“The original Constitution, as proposed in 1787 in Philadelphia and as ratified by the states, contained very few individual rights guarantees, as the framers were primarily focused on establishing the machinery for an effective federal
government. A proposal by delegate Charles Pinckney to include several
rights guarantees (including "liberty of the press" and a ban on
quartering soldiers in private homes) was submitted to the Committee on
Detail on August 20, 1787, but the Committee did not adopt any of Pinckney's
recommendations. The matter came up before the Convention on September
12, 1787 and, following a brief debate, proposals to include a Bill or Rights
in the Constitution were rejected. As adopted, the Constitution included
only a few specific rights guarantees: protection against states impairing the
obligation of contracts (Art. I, Section 10), provisions that prohibit both the
federal and state governments from enforcing
ex post facto laws (laws
that allow punishment for an action that was not criminal at the time it was
undertaken) and provisions barring
bills of attainder (legislative
determinations of guilt and punishment) (Art. I, Sections 9 and 10). The
framers, and notably James Madison, its principal architect, believed that the
Constitution protected liberty primarily through its division of powers that
made it difficult for oppressive majorities to form and capture power to be
used against minorities. Delegates also probably feared that a debate
over liberty guarantees might prolong or even threaten the fiercely-debated
compromises that had been made over the long hot summer of 1787.

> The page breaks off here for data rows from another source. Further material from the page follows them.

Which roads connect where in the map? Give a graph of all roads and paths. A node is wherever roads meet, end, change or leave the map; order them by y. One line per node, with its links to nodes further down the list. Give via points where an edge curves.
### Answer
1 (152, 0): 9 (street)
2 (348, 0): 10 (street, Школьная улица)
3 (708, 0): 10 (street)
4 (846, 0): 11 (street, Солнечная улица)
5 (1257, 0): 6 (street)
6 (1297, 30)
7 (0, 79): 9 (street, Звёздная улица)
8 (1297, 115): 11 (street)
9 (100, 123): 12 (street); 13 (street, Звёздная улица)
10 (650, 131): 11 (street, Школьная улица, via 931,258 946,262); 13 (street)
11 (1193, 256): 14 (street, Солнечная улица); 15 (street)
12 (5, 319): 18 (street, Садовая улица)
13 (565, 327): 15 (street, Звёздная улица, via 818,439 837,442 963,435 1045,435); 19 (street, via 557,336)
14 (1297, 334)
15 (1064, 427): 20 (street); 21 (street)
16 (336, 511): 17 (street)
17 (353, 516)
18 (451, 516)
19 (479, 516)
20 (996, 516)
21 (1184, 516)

In the ratification debate, Anti-Federalists opposed to the Constitution,
complained that the new system threatened liberties, and suggested that if the
delegates had truly cared about protecting individual rights, they would have
included provisions that accomplished that. With ratification in serious
doubt, Federalists announced a willingness to take up the matter of a
series of amendments, to be called the Bill of Rights, soon after ratification
and the First Congress comes into session. The concession
was undoubtedly necessary to secure the Constitution's hard-fought
ratification. Thomas Jefferson, who did not attend the Constitutional
Convention, in a December 1787 letter to Madison
called the omission of a Bill of Rights a major mistake: "A bill of rights
is what the people are entitled to against every government on earth."
James Madison was skeptical of the value of a listing of rights, calling it
a "parchment barrier." (Madison's
preference at the Convention to safeguard liberties was by giving Congress an
unlimited veto over state laws and creating a joint executive-judicial council
of revision that could veto federal laws.) Despite his skepticism, by the
fall of 1788, Madison
believed that a declaration of rights should be added to the Constitution. Its
value, in Madison's view, was in part
educational, in part as a vehicle that might be used to rally people against a
future oppressive government, and finally--in an argument borrowed from Thomas
Jefferson--Madison
argued that a declaration of rights would help install the judiciary as
"guardians" of individual rights against the other
branches. When the First Congress met in 1789, James Madison, a
congressman from Virginia,
took upon himself the task of drafting a proposed Bill of Rights. He
considered his efforts "a nauseous project." His original set of
proposed amendments included some that were either rejected or substantially
modified by Congress, and one (dealing with apportionment of the House) that
was not ratified by the required three-fourths of the state legislatures.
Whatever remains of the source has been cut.